__WORK REQUIRED__:
Copy, in full, each line of the material that holds the word "numbered".

Segment Open

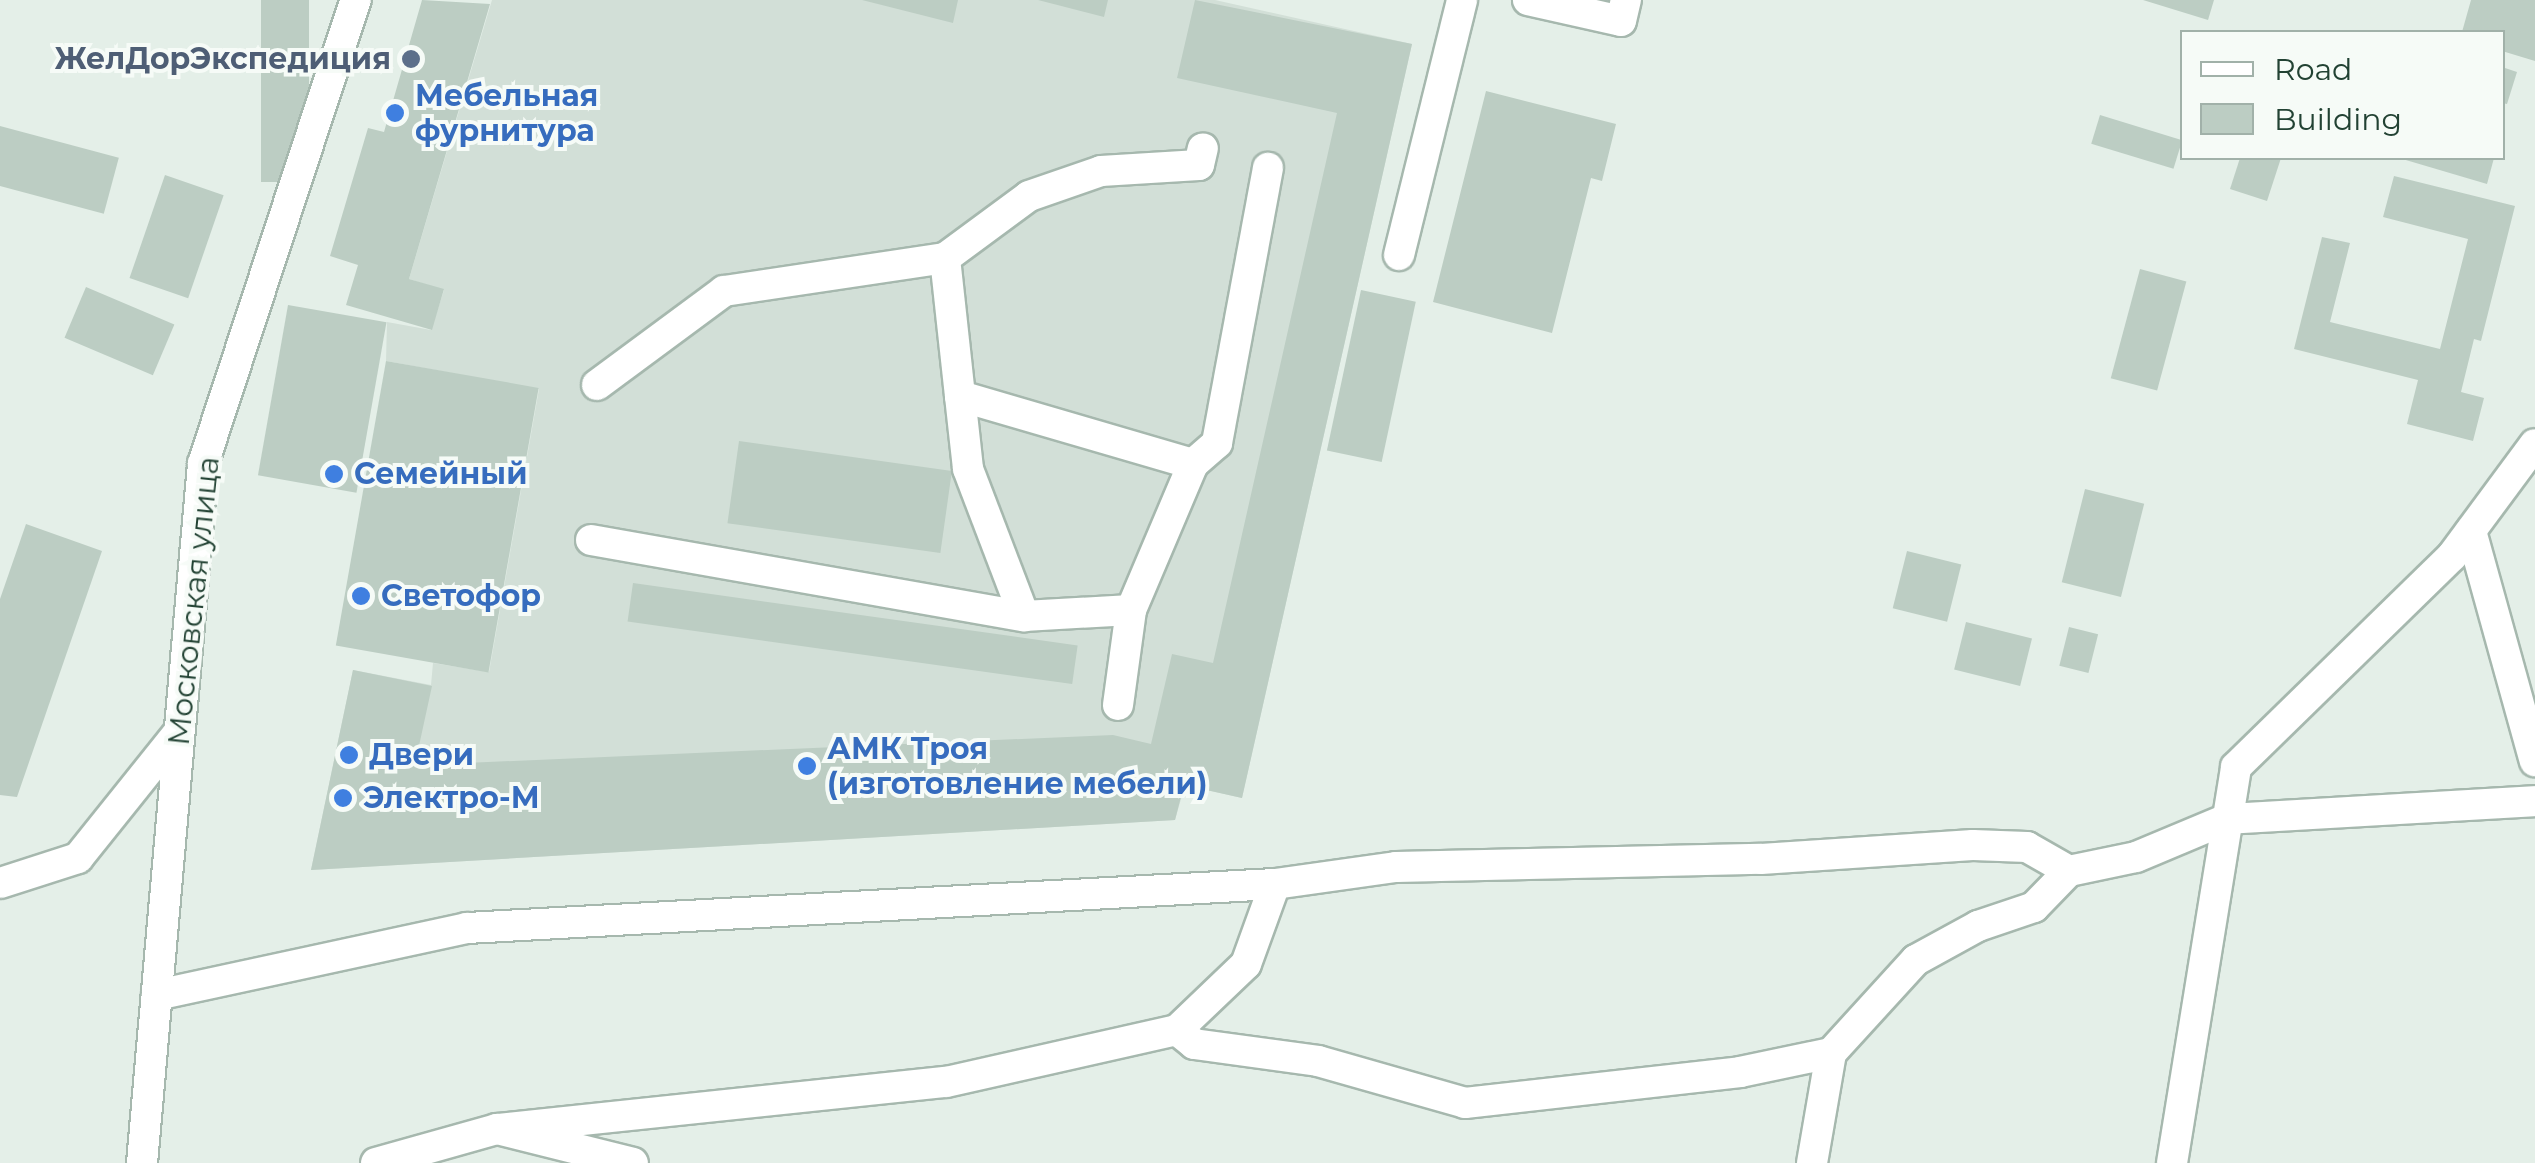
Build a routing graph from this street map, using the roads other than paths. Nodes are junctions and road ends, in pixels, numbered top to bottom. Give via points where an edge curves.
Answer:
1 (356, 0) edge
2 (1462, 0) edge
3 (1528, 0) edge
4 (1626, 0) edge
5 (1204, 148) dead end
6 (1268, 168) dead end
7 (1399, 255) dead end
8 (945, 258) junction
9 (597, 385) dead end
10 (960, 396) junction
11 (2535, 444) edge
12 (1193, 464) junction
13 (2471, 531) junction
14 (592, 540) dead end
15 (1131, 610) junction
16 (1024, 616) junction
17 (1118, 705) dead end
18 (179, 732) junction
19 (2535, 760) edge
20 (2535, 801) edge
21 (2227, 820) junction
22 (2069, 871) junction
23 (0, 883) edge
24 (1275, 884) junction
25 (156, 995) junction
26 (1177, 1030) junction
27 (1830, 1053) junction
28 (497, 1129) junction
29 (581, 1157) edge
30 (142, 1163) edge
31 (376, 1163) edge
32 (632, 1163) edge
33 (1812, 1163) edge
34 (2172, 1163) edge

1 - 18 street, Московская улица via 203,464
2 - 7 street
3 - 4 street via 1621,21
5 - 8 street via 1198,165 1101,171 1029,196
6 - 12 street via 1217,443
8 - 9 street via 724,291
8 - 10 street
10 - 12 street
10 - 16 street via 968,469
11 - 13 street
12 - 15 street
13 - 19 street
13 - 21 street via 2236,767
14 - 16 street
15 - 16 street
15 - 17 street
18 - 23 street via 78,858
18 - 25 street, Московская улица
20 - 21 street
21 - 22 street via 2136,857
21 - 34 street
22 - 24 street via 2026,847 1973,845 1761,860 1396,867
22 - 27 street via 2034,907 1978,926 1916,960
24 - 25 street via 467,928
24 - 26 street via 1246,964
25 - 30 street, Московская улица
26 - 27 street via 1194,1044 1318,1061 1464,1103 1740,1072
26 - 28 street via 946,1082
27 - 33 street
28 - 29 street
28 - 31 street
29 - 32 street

Segment Closed
Segment Open

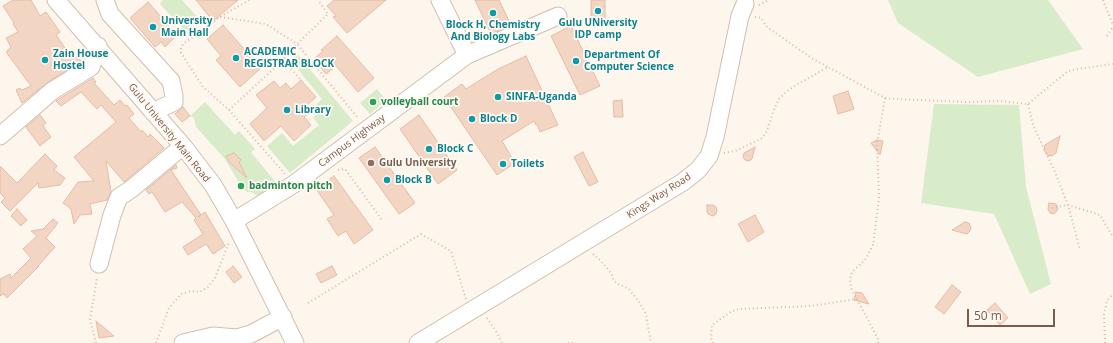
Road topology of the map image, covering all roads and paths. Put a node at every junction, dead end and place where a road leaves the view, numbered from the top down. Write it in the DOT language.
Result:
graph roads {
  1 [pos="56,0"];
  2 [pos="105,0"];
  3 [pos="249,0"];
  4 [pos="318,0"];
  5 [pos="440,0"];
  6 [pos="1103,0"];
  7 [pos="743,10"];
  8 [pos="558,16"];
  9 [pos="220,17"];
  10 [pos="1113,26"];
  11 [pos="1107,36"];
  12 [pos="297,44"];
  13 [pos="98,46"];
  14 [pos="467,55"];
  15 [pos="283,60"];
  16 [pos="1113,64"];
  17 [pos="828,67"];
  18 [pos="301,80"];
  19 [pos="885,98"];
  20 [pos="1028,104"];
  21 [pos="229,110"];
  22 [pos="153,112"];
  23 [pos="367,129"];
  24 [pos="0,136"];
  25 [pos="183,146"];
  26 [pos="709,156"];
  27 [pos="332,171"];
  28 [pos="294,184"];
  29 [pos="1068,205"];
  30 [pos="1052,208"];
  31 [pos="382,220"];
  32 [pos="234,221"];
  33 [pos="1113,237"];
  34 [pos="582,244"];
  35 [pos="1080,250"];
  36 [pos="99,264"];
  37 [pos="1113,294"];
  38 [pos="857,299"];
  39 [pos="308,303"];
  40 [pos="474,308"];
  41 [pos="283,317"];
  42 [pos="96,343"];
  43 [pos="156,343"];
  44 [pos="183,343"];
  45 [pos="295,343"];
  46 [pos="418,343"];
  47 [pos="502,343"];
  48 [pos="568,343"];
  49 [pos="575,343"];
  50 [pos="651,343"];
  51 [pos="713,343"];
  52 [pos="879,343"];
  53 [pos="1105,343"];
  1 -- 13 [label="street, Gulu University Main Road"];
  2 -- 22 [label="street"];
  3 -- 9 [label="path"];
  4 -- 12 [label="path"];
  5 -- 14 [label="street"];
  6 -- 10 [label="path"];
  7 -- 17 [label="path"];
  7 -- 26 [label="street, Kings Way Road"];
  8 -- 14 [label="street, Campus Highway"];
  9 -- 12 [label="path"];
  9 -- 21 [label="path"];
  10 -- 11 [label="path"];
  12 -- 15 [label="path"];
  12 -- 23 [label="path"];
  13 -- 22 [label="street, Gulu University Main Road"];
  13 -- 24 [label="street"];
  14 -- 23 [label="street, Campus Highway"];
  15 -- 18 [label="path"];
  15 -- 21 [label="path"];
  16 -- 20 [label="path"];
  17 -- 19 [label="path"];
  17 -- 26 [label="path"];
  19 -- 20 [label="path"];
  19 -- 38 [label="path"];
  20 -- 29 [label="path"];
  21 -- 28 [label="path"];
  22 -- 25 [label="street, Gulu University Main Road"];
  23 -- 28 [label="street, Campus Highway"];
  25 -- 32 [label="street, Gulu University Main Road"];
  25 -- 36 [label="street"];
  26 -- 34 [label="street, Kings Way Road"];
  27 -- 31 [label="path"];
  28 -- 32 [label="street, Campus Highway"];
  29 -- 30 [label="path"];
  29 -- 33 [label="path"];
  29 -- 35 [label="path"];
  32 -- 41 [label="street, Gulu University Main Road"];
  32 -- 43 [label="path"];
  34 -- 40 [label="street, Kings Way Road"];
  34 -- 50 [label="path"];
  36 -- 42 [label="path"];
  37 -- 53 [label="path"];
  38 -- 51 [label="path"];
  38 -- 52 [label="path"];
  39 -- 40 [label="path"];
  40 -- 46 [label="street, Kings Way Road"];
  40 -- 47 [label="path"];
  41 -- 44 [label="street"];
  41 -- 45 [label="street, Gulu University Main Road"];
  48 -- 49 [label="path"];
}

Segment Closed
Segment Open

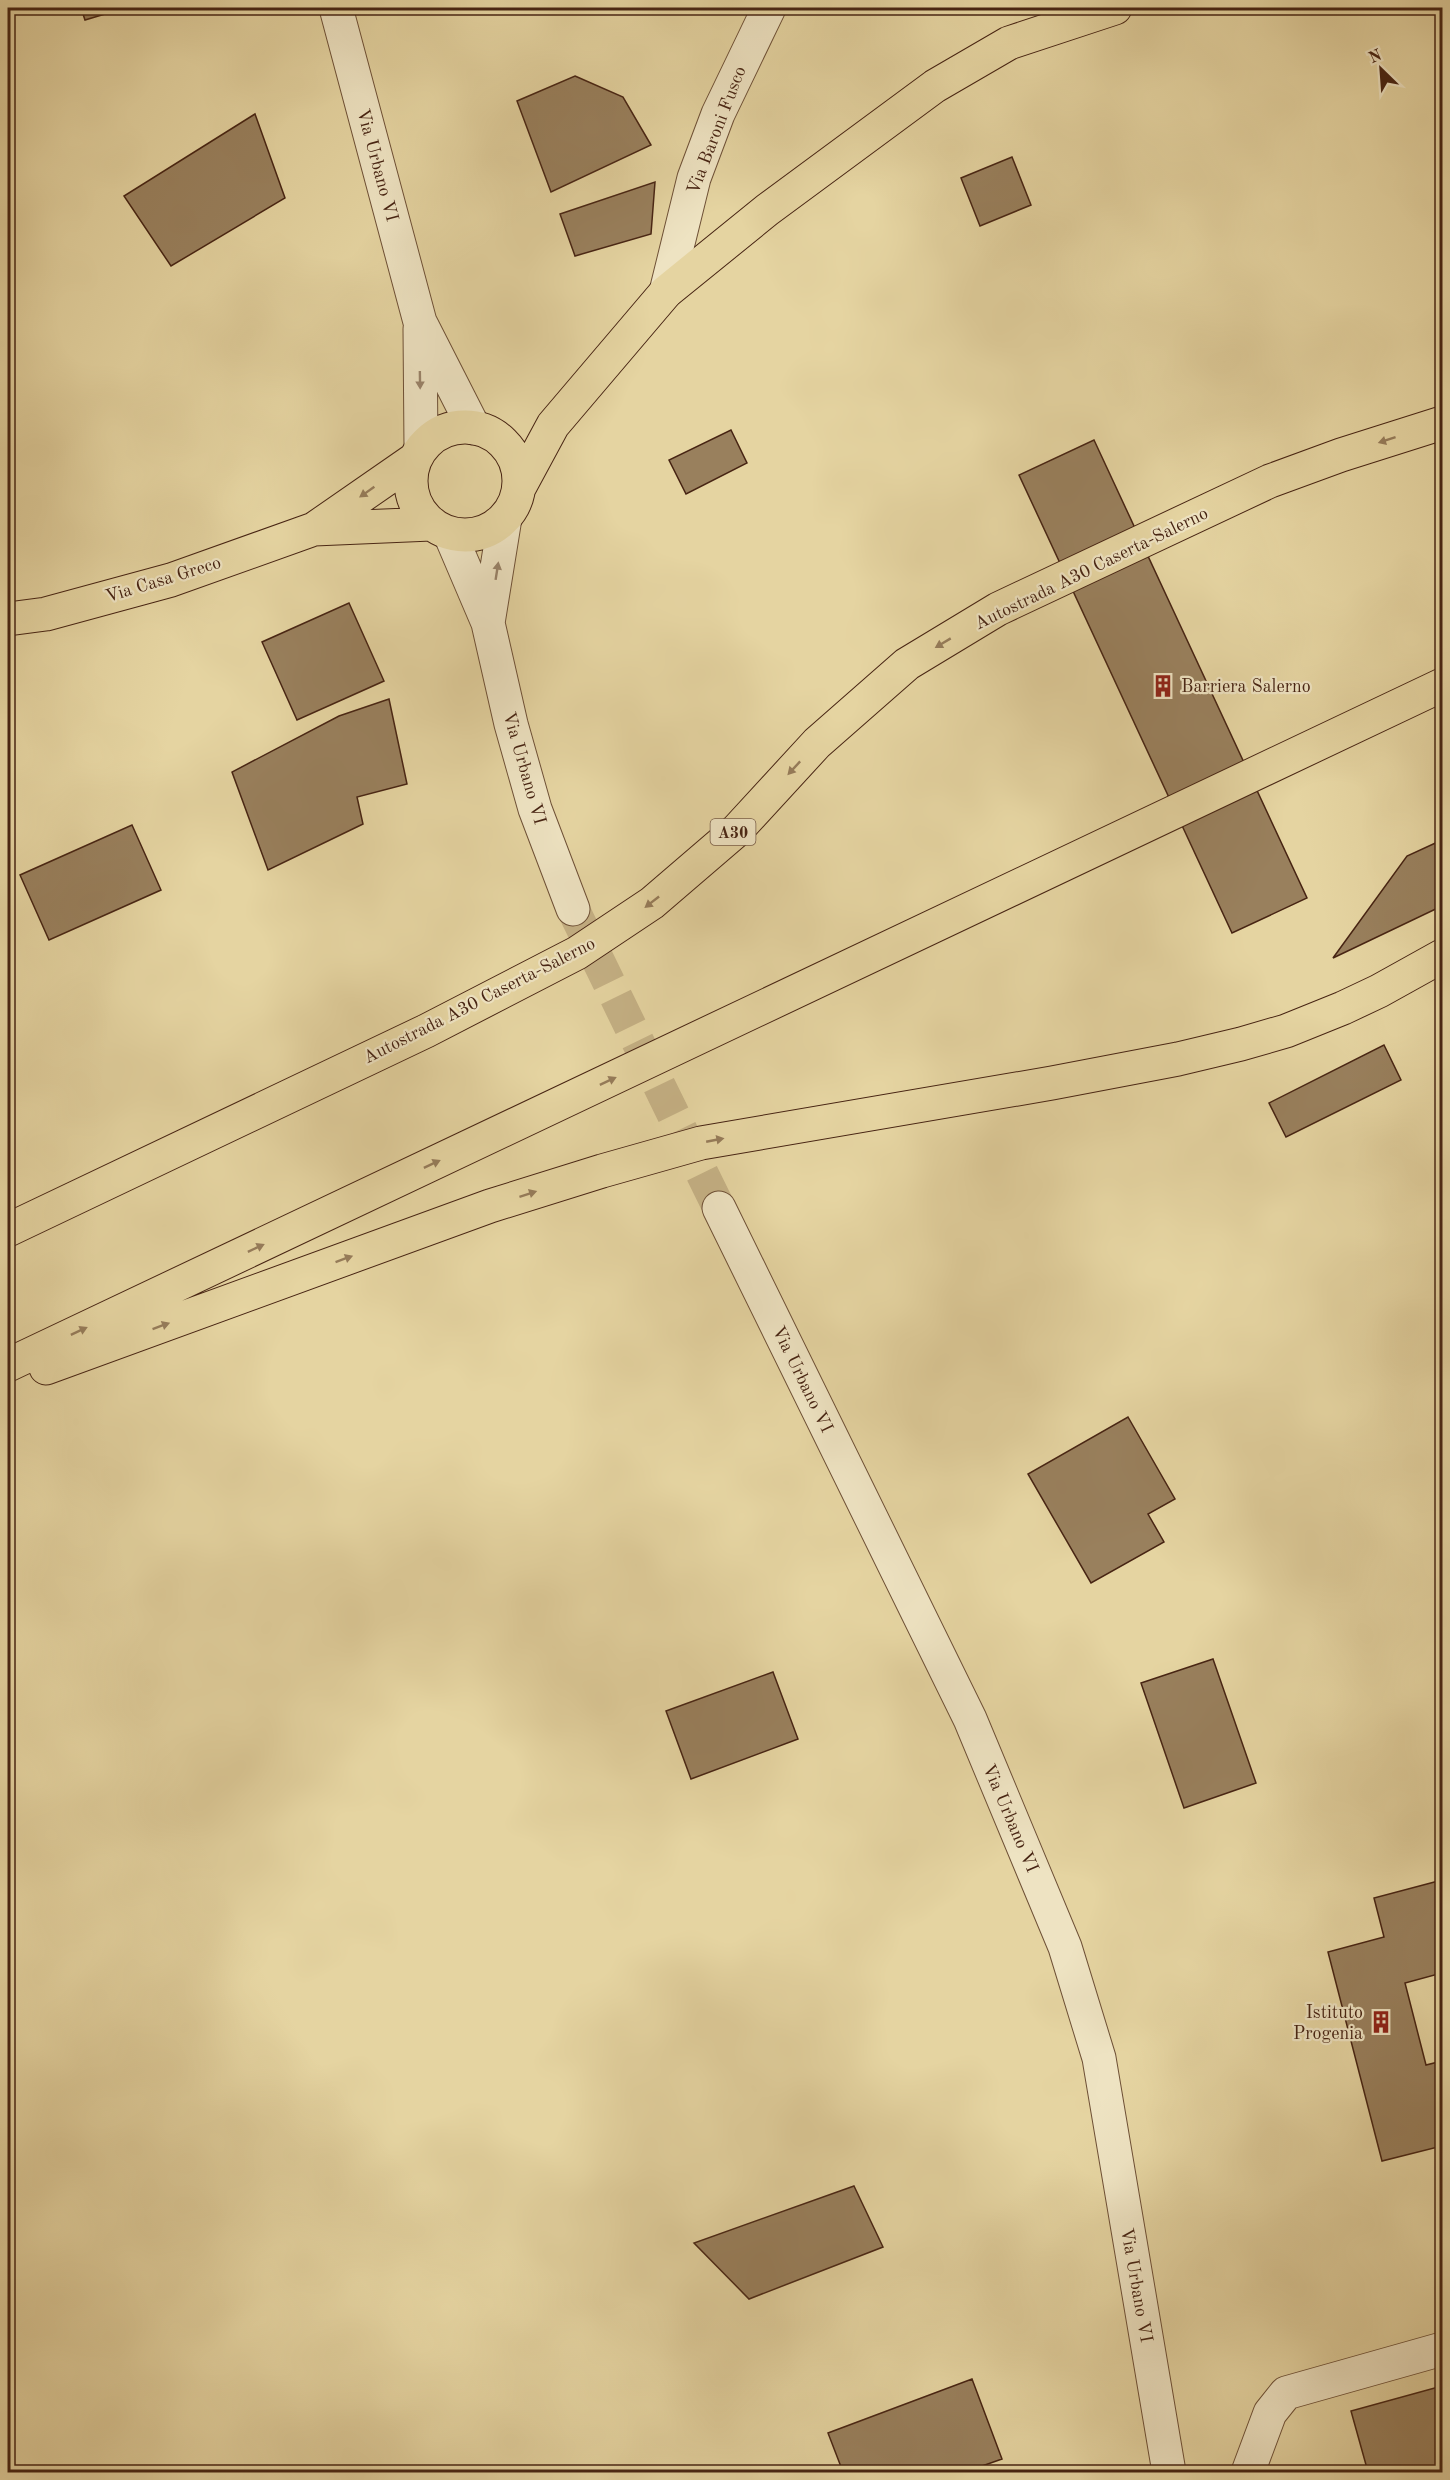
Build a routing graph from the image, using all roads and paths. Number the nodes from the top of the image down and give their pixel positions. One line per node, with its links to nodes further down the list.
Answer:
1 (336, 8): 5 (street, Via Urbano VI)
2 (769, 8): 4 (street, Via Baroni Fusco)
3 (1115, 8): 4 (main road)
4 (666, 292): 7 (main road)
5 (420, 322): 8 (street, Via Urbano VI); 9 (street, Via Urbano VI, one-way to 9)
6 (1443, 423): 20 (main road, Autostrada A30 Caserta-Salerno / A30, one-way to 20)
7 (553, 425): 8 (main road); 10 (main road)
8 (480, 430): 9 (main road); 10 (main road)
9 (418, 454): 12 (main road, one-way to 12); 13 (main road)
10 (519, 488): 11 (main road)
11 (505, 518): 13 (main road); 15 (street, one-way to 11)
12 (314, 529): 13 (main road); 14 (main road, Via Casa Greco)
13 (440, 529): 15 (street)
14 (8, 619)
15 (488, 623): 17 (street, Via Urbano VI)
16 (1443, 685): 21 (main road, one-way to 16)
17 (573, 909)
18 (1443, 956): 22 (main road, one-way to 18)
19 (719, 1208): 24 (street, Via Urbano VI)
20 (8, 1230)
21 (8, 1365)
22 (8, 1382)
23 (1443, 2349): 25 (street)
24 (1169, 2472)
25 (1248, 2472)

Segment Closed

__ANSWER TO THE PROBLEM__:
Build a routing graph from this street map, using the roads other than paths. Nodes are junctions and road ends, in pixels, numbered top to bottom. Give via points where an edge curves.
Road topology of the map image, covering all roads and paths. Put a node at every junction, dead end and place where a road leaves the view, numbered from the top down. Write it in the DOT language.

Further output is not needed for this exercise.